2) Tranfer Warranty—this warranty was not given because consideration was not given.
8. On July 1, Anderson sold D’Aveni, a jeweler, a necklace containing imitation gems,
which Anderson fraudulently represented to be diamonds. In payment for the necklace,
D’Aveni executed and delivered to Anderson her promissory note for $25,000 dated July
1 and payable on December 1 to Anderson’s order with interest at 8 percent per annum.

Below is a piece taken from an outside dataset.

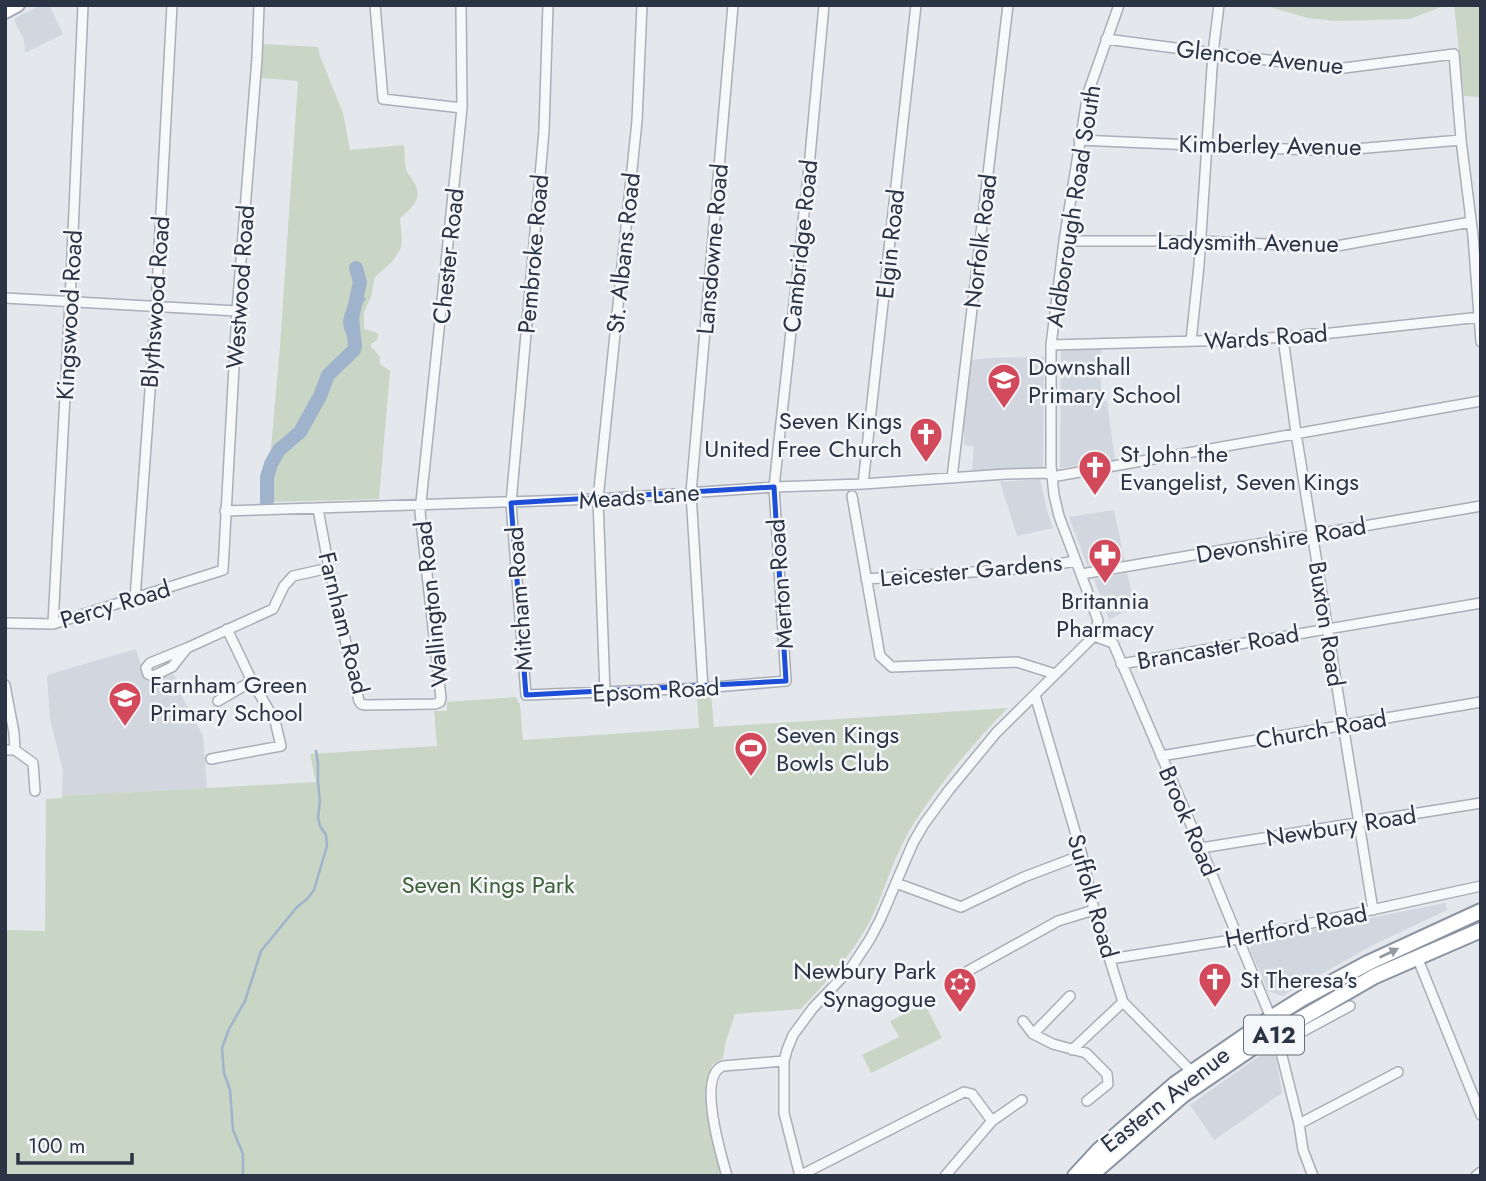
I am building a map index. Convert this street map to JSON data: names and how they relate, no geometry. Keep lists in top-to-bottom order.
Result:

The note was thereafter successively indorsed in blank and delivered by Anderson to
Bylinski, by Bylinski to Conrad, and by Conrad to Shearson, who became a holder in due
course on August 10. On November 1, D’Aveni discovered Anderson’s fraud and
immediately notified Anderson, Bylinski, Conrad, and Shearson that she would not pay
the note when it became due. Bylinski, a friend of Shearson, requested that Shearson
release him from liability on the note, and Shearson, as a favor to Bylinski and for no
other consideration, struck out Bylinski’s indorsement.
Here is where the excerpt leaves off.